Masterarbeit, 2006
69 Seiten, Note: B
This work aims to evaluate the applicability of the German two-tier board system to New Zealand's corporate governance landscape. It analyzes existing board structures in the US, New Zealand, and Germany, comparing their effectiveness in monitoring management and preventing corporate scandals. The study considers the potential benefits and drawbacks of adopting a two-tier system in New Zealand, particularly in the context of the country's economic dependence on international investment.
I. INTRODUCTION: This introductory chapter sets the stage for the entire work by highlighting the global corporate scandals that spurred the need to examine corporate board structures. It emphasizes the failures of the unitary board system prevalent in the US and New Zealand, contrasting it with the German two-tier system, which is increasingly being viewed as a more effective model. The chapter introduces the key question of whether the two-tier system could be a suitable model for New Zealand, considering the country's dependence on international investments and its standing in the global economy.
II. BOARD STRUCTURES: This chapter provides a detailed comparison of board structures in the US, New Zealand, and Germany. It delves into the specifics of each system, including the composition and responsibilities of boards of directors, the role of non-executive officers and audit committees, and the extent of social responsibility considerations. The analysis of the US structure highlights the failures revealed by Enron and WorldCom, showcasing the need for reform. The German two-tier system is presented as an alternative, emphasizing its separation of management and supervisory functions. The New Zealand structure is examined in the context of its own strengths and weaknesses, paving the way for the later chapters' evaluations and recommendations.
III. EVALUATION OF THE TWO-TIER SYSTEM: This chapter offers a critical evaluation of the two-tier board system by examining its potential advantages and disadvantages. The positive aspects are analyzed in terms of clear allocation of responsibilities, enhanced fraud prevention, and improved balance of stakeholder interests. Conversely, the negative aspects, such as bureaucratic complexity, potential difficulties in attracting top managers, and the risk of power imbalances, are also explored. The chapter further presents a "reality check" by considering the practical implications of the two-tier system in the context of codetermination, banking practices, and the issue of interlocking directorates.

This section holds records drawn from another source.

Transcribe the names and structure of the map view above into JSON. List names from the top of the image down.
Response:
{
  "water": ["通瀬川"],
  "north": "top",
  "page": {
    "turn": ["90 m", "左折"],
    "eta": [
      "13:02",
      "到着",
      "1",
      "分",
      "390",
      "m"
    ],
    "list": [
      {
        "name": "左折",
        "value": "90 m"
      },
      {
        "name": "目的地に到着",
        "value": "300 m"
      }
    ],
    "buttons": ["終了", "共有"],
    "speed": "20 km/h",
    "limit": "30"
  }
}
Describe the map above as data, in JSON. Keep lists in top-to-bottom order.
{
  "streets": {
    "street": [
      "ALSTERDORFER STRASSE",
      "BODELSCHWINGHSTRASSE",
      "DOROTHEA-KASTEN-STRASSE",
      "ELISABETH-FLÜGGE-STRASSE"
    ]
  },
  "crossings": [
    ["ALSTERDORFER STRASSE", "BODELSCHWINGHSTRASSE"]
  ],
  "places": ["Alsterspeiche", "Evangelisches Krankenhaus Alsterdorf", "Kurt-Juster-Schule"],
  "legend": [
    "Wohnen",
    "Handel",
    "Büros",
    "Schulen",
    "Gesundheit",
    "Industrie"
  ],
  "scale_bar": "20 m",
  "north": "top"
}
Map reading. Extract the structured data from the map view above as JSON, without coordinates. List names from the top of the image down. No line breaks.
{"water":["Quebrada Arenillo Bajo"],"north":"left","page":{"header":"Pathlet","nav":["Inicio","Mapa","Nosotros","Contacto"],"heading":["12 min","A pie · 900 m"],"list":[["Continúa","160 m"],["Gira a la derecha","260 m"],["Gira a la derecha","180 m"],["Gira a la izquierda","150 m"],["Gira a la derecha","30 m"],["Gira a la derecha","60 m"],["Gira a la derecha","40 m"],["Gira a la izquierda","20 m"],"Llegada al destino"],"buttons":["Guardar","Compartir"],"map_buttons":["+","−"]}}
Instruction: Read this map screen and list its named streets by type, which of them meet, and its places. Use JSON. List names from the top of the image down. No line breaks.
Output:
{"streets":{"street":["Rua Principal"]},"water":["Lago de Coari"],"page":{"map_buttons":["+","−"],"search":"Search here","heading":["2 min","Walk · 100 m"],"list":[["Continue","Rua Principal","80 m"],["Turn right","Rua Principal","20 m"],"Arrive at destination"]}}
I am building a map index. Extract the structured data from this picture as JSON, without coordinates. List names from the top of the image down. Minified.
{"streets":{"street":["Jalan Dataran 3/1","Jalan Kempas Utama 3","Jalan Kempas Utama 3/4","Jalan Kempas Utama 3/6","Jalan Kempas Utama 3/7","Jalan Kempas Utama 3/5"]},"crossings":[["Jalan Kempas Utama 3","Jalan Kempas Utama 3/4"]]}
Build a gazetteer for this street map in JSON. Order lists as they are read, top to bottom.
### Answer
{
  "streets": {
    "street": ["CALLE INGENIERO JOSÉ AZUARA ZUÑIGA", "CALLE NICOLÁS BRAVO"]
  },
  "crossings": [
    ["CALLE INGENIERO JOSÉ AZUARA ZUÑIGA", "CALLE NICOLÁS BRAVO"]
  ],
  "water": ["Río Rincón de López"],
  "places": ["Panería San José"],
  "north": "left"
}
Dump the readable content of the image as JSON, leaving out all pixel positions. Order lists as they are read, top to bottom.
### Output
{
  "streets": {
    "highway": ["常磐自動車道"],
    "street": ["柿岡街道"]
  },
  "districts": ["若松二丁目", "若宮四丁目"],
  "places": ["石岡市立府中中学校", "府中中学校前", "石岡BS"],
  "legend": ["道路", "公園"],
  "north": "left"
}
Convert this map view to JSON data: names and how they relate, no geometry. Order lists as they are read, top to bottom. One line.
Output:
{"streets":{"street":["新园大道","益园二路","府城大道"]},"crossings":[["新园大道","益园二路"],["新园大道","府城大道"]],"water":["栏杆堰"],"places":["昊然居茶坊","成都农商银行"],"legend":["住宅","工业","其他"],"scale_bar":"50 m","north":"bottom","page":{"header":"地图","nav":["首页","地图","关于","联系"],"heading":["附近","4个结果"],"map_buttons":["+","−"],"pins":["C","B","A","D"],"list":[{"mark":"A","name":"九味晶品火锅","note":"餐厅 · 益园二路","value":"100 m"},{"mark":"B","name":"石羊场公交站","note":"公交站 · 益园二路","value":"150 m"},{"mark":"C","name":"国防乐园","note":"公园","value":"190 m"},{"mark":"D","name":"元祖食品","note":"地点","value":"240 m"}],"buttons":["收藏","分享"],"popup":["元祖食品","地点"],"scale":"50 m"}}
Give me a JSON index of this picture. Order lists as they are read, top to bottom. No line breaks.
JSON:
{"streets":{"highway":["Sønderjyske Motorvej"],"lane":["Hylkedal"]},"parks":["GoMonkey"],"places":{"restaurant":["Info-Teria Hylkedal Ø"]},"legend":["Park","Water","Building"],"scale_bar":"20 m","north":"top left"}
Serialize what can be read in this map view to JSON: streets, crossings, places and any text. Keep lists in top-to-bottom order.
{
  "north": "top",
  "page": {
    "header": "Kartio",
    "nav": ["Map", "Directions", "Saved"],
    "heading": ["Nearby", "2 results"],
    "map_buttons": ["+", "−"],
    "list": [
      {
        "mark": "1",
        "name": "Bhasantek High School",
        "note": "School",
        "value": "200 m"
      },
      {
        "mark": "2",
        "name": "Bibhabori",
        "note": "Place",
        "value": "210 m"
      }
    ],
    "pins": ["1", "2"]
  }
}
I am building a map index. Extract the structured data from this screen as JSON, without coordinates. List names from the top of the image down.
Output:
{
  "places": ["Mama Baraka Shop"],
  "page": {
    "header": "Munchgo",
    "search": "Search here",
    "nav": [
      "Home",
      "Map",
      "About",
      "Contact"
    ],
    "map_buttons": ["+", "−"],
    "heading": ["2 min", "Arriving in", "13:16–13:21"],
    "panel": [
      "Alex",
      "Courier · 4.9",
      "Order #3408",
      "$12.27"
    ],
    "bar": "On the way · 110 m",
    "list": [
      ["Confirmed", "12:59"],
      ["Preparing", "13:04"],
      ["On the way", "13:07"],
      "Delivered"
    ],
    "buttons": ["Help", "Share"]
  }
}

IV. TWO-TIER SYSTEM IN NZ?: This chapter directly addresses the central question of the study: the suitability of adopting a two-tier system in New Zealand. It examines the characteristics of New Zealand companies, the role of codetermination, the influence of New Zealand shareholders, and the presence of interlocking relationships. By considering the unique aspects of the New Zealand corporate landscape, this chapter provides a context-specific analysis of the feasibility and potential consequences of implementing a two-tier system.
Corporate governance, board structures, two-tier system, unitary system, corporate scandals, Enron, WorldCom, Sarbanes-Oxley Act, Germany, New Zealand, United States, codetermination, shareholder rights, corporate monitoring, international investment, stakeholder interests, fraud prevention, bureaucracy.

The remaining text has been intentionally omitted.